Trouble Ahead: When Your Employer Isn’t Supportive
Although I returned to work with wonderful breastfeeding support from my employer, unfortunately I lost my job in relation to a reduction of force in February 2013. I was heartbroken. I quickly learned how fortunate I was to have all of the amenities and understanding about breastfeeding from my previous employer. I began working immediately for another company where I learned that not everyone is so supportive. I was offered to pump in the bathroom, harassed about “still” nursing my son who was 14 months old, and scrutinized for every second of my legally afforded two 15 minute breaks that I used for pumping. I stood my ground and pumped in the conference room which was the only “private” area to pump. My employer was neither breastfeeding nor family friendly. Even though I no longer work for that company (no surprise), I do not regret working there for two short months. It taught me how much our community truly needs the education of the benefits of breastfeeding and the importance of support in the workplace. I am proudly continuing to nurse my 19 month old and am now working as the Program Manager for The Greater New Orleans Breastfeeding Awareness Coalition to help our community accept breastfeeding as the norm.

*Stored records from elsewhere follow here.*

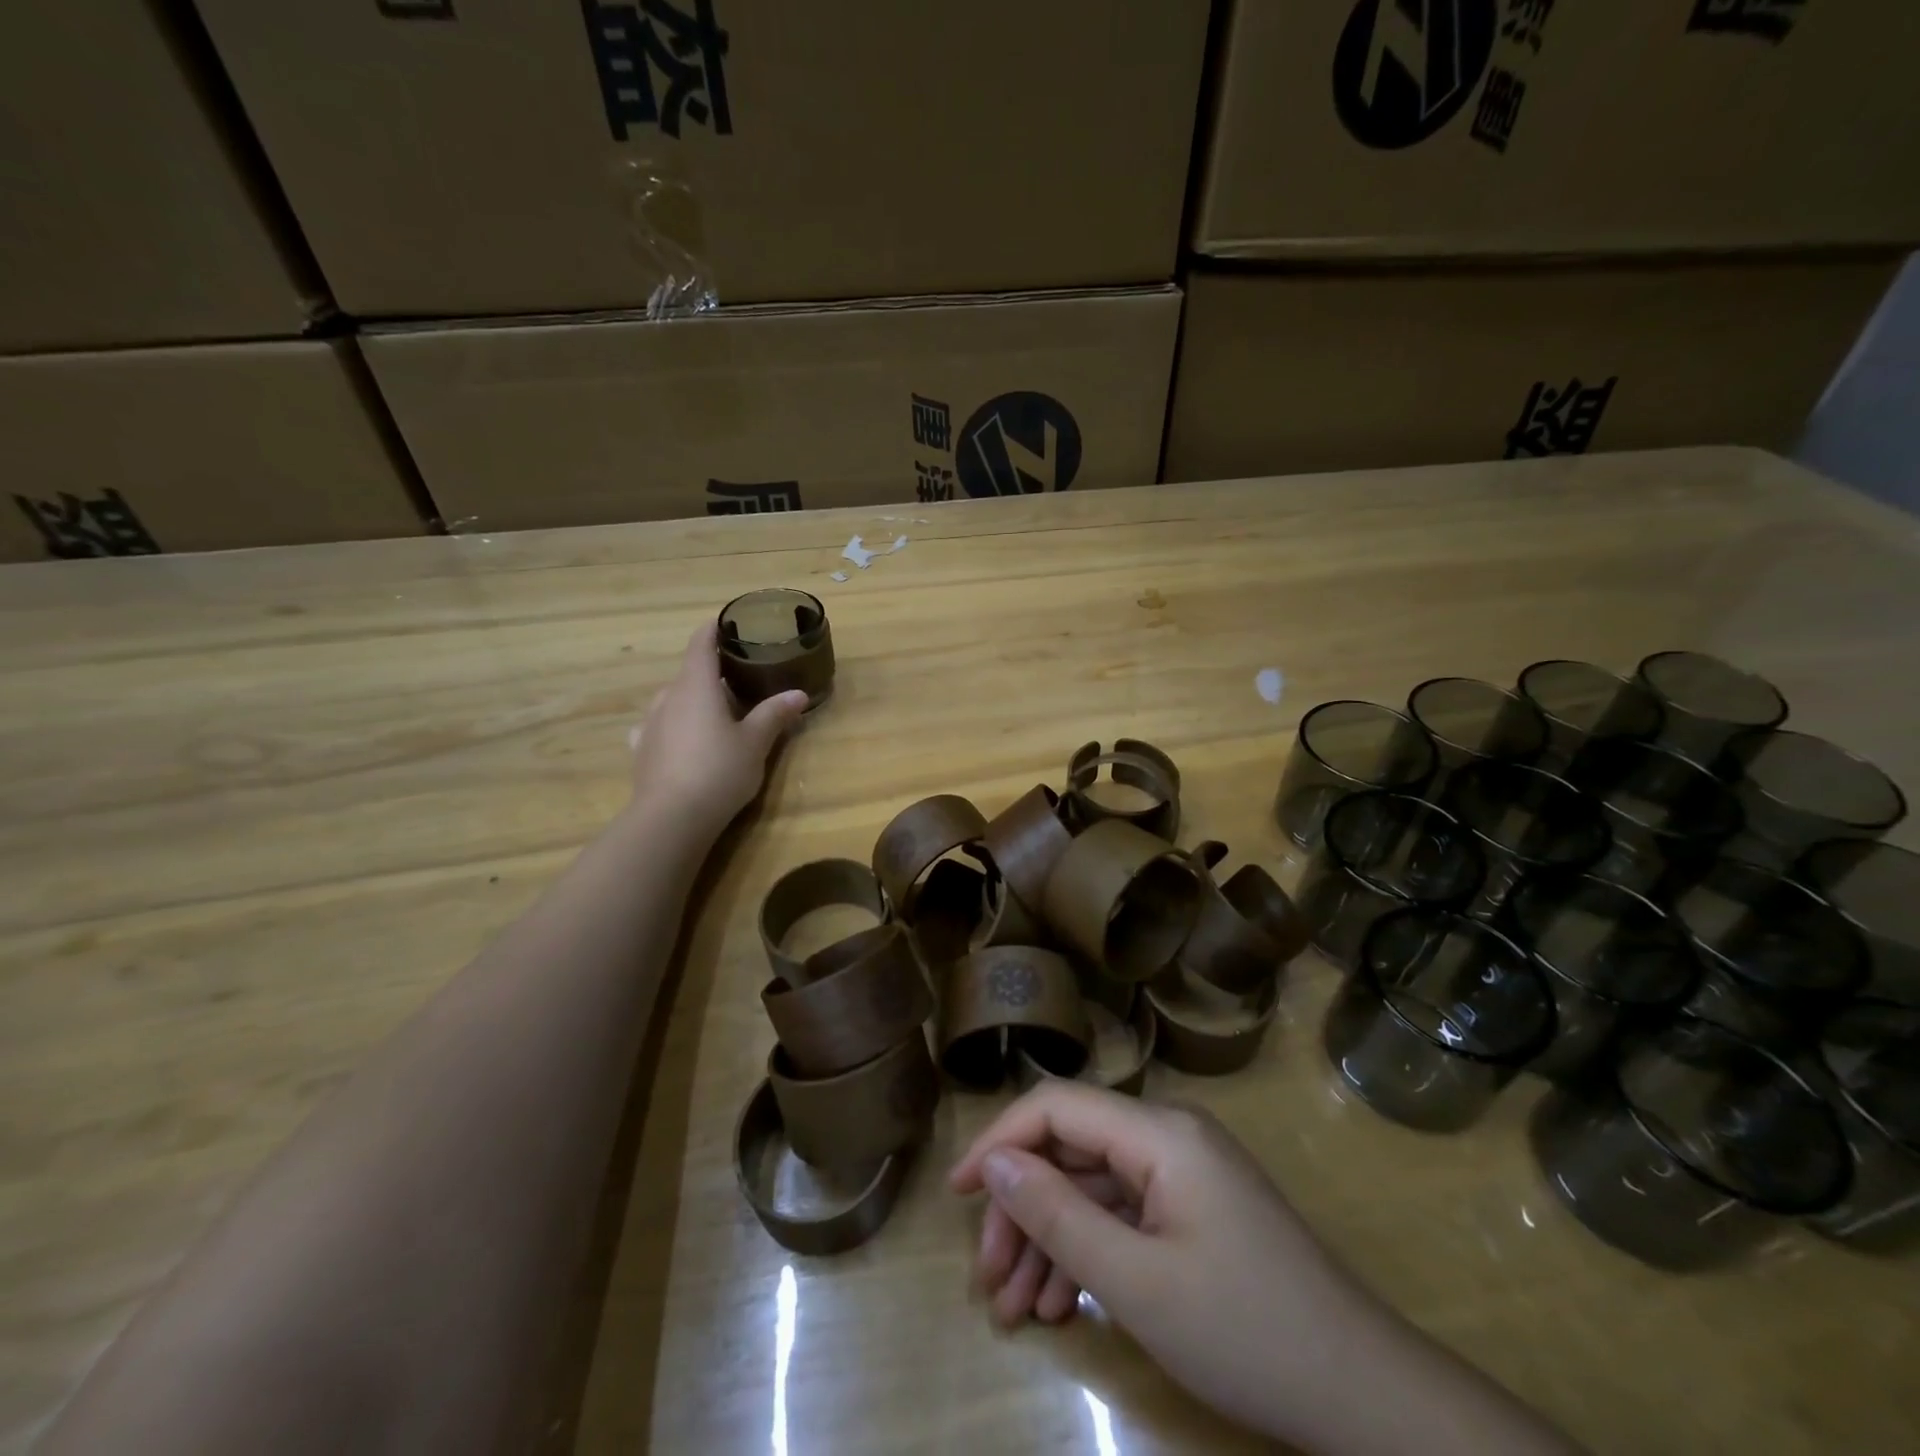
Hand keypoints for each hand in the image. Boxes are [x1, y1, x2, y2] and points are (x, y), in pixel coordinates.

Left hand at [628, 619, 807, 835]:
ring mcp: (650, 724)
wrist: (671, 818)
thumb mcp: (755, 743)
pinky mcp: (642, 750)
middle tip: (739, 681)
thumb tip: (799, 694)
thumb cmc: (718, 770)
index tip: (727, 622)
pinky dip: (675, 726)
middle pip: (689, 673)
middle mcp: (668, 697)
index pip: (701, 643)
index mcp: (696, 685)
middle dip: (711, 673)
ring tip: (716, 714)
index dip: (713, 629)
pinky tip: (683, 740)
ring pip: (674, 700)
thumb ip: (775, 714)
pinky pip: (660, 727)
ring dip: (694, 701)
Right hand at [949, 1084, 1355, 1440]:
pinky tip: (1064, 1306)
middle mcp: (1167, 1135)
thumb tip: (991, 1161)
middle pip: (1071, 1151)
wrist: (1364, 1395)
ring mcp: (1183, 1173)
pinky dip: (1089, 1253)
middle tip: (990, 1283)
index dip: (999, 1141)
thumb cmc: (1245, 1331)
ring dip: (1050, 1241)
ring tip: (1018, 1310)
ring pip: (1093, 1188)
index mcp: (1158, 1131)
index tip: (957, 1194)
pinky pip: (1124, 1214)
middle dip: (1023, 1211)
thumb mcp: (1135, 1282)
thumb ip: (1056, 1214)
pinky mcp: (1193, 1209)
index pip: (1056, 1106)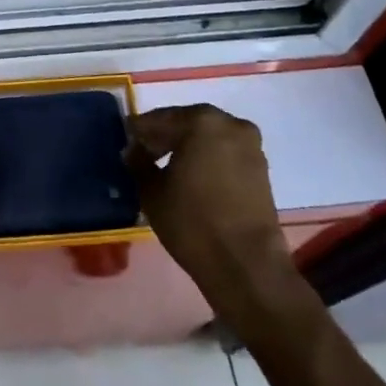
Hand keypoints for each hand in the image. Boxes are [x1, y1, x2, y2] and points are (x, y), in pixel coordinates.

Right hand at [127, 106, 295, 306]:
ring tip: (165, 170)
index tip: (124, 144)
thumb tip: (134, 151)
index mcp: (201, 120)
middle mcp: (229, 123)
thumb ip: (138, 163)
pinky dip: (206, 161)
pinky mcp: (261, 170)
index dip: (138, 132)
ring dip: (186, 149)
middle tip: (142, 156)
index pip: (158, 119)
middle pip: (186, 125)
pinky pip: (224, 154)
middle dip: (164, 139)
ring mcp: (250, 146)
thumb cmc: (193, 222)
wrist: (247, 266)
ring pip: (207, 139)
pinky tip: (190, 180)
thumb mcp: (151, 191)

Jennifer was born and raised in New Orleans. She is a graduate of the University of New Orleans with a B.A. in Spanish. She has been married to her devoted husband Martin of over 9 years. Jennifer has served as a dedicated military wife, mother, and community volunteer. She is an Active member of the Junior League of New Orleans, the Veterans of Foreign Wars Ladies Auxiliary, Core Committee Member of East Jefferson General Hospital’s Best Fed Beginnings Learning Collaborative, and Program Manager for the Greater New Orleans Breastfeeding Awareness Coalition. After many of life’s obstacles, Jennifer and Martin welcomed their much anticipated miracle, Max, to the world in January 2012. Besides being a breastfeeding activist, Jennifer’s passion is her family. She loves lazy Sundays, exercising, cooking and cuddle time with her two favorite guys.